**Title: Owusu Bempah’s “Fixing the Country” Movement Plans Demonstrations at Former President John Mahama’s House; Calls for Caution from IGP**
In a move that has sparked controversy, the “Fixing the Country” movement, led by controversial pastor Isaac Owusu Bempah, is reportedly organizing demonstrations at the residence of former President John Mahama. However, calls are being made for caution, with critics labeling the planned protests as useless and urging the Inspector General of Police (IGP) not to grant permission for the demonstrations.
The “Fixing the Country” movement, which gained prominence for advocating for socio-economic and governance reforms, has announced plans to stage demonstrations outside the residence of former President John Mahama. This decision has not only raised eyebrows but has also fueled concerns about the potential for heightened tension and clashes.
**Critics Label Demonstrations as Useless:**
Several critics, including political analysts and civil society groups, have dismissed the planned demonstrations as useless and counterproductive. They argue that targeting the residence of a political figure may not address the core issues the movement seeks to highlight. Instead, critics suggest that engaging in dialogue or organizing demonstrations at relevant government institutions could be more effective in pushing for change.

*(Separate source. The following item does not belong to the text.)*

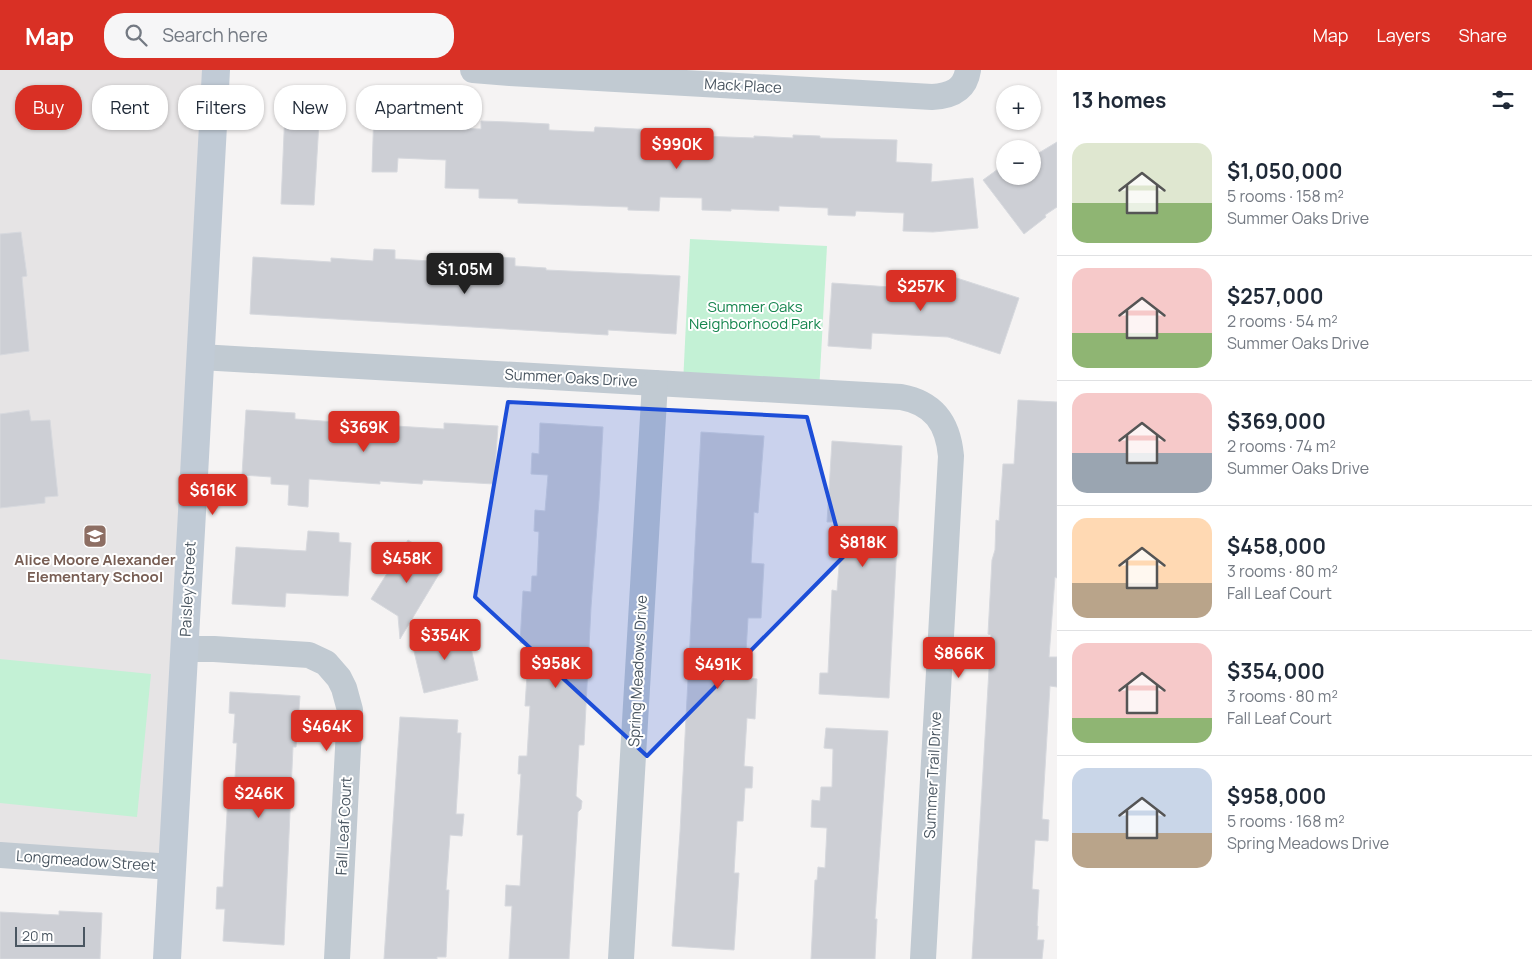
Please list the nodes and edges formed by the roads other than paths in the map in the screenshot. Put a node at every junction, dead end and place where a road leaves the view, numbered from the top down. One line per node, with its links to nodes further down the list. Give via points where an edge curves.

**Caution Urged from IGP:**
As news of the planned demonstrations spread, there are calls for caution from the Inspector General of Police (IGP). Concerns are being raised about the potential for the protests to escalate into violence or disrupt public order. Some critics contend that allowing the demonstrations at the former president’s house could set a precedent that might encourage similar actions in the future.
**Dialogue Over Confrontation:**
Advocates for peaceful engagement emphasize the importance of dialogue over confrontation. They argue that engaging with relevant authorities, presenting grievances through appropriate channels, and fostering a culture of constructive discourse can contribute more significantly to the objectives of the “Fixing the Country” movement.
**Owusu Bempah’s Controversial History:**
Pastor Owusu Bempah, known for his controversial statements and actions, has been a polarizing figure in Ghanaian public discourse. His involvement in political matters and the decision to target the residence of a prominent political figure has intensified the scrutiny on the “Fixing the Country” movement.
As tensions rise over the planned demonstrations at former President John Mahama’s house, the country watches closely to see how authorities respond. The call for caution from the IGP underscores the delicate balance between the right to protest and the need to maintain public order. The outcome of this situation will undoubtedly have implications for future demonstrations and the broader discourse on civic engagement in Ghana.